You don't need the "struct" here or in any of the other function arguments or variable declarations etc.

169–170

This should probably return an Expected<std::string> or Optional<std::string> and not use an output parameter.

172–180

Could these two just be overloads of operator+ and operator-?

183–184

Only the first sentence here is needed. The other two are implicit by the fact that this is a virtual class with abstract methods.

191–192

What does "null" mean in this context? We're not dealing with pointers... Assuming it's some kind of no-format, perhaps calling it by the corresponding variable name might be better.

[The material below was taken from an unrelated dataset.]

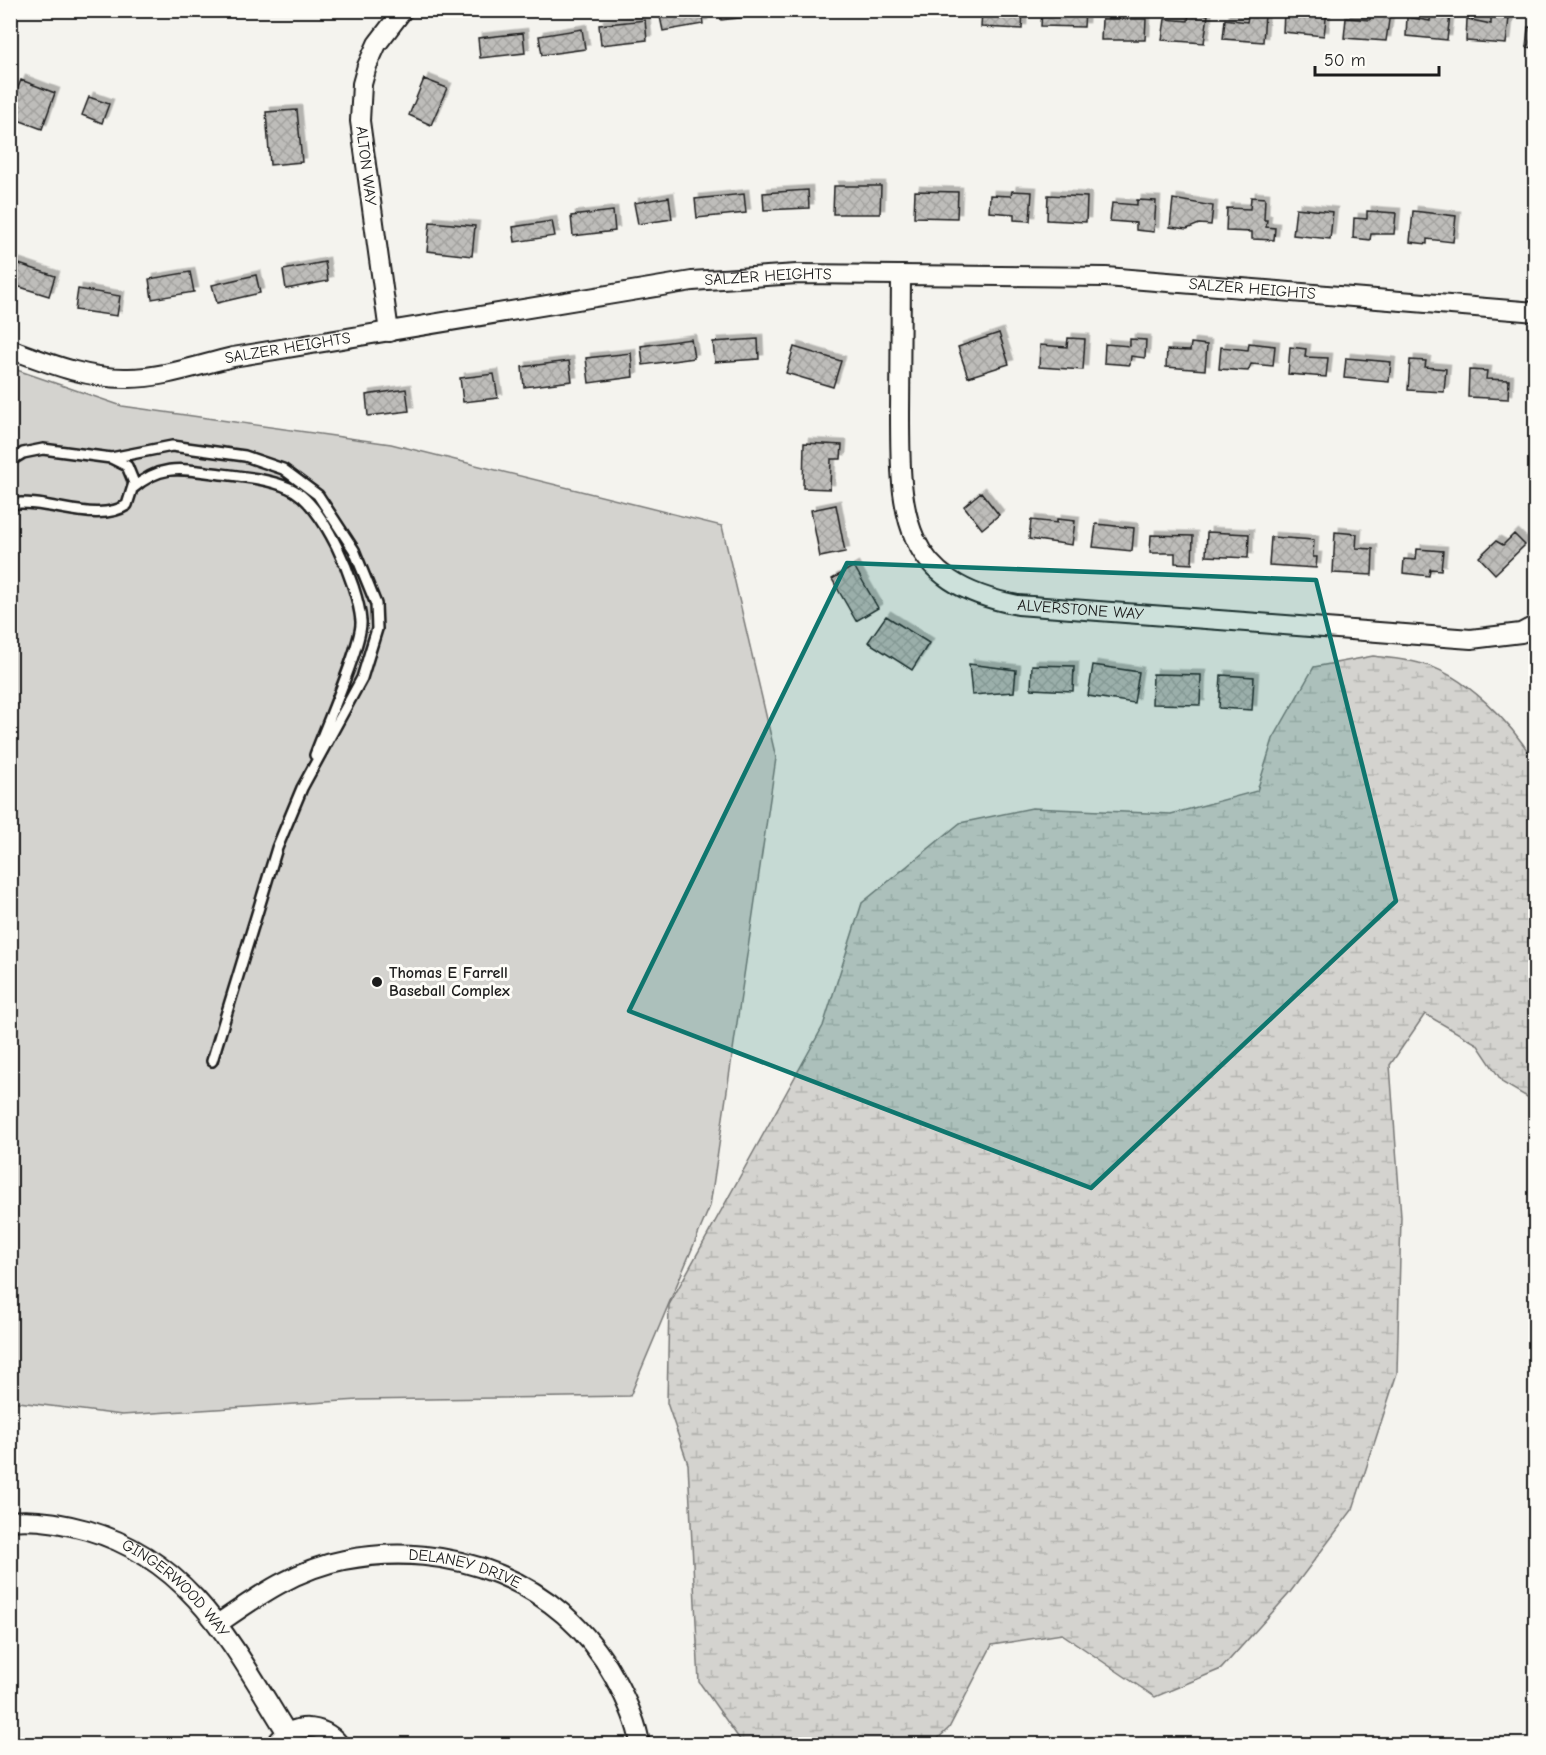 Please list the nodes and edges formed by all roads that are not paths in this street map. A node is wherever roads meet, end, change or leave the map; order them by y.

Again, the last sentence is unnecessary, since it's implicit in the "= 0" part of the function declaration.

195–198

This isn't the behaviour I'd expect a function of this name to do. I'd expect it to return a vector of names, not append to an input parameter.

Other nit in the comment: overrided -> overridden.

201

Nit: litteral -> literal

209–213

Similar to the FileCheckNumExprVal class, I don't think you need both constructors. One should suffice.

215–217

I'd drop the first sentence and rephrase the second:
"Return the node itself and set \p Fmt to none, since literals do not have conversion formats" (where none is a placeholder for a better word than null).

227–228

from x 2 -> by

232

It's a little unclear what is meant by "matching format" here. Is it the format this expression can match against (i.e. hex/decimal etc), or what?

236

Like struct, you don't nee the enum here.

246

for numeric -> for a numeric

247–248

eg. -> e.g.

I'd drop the bit in parentheses at the end of the sentence. If somebody starts using this for another person, this comment will almost certainly go stale.

252–253

Drop the reference to the shared_ptr in this sentence, and change the second sentence to something like "The pointer is guaranteed to be valid as long as this object is."

256

What is meant by "matched" in this context?

268

Remove the first "can"

274

Rather than returning a bool, and passing in a parameter that will be set, this and similar functions should probably return an Expected<T> or Optional<T>.

294–299

Why are these two different functions?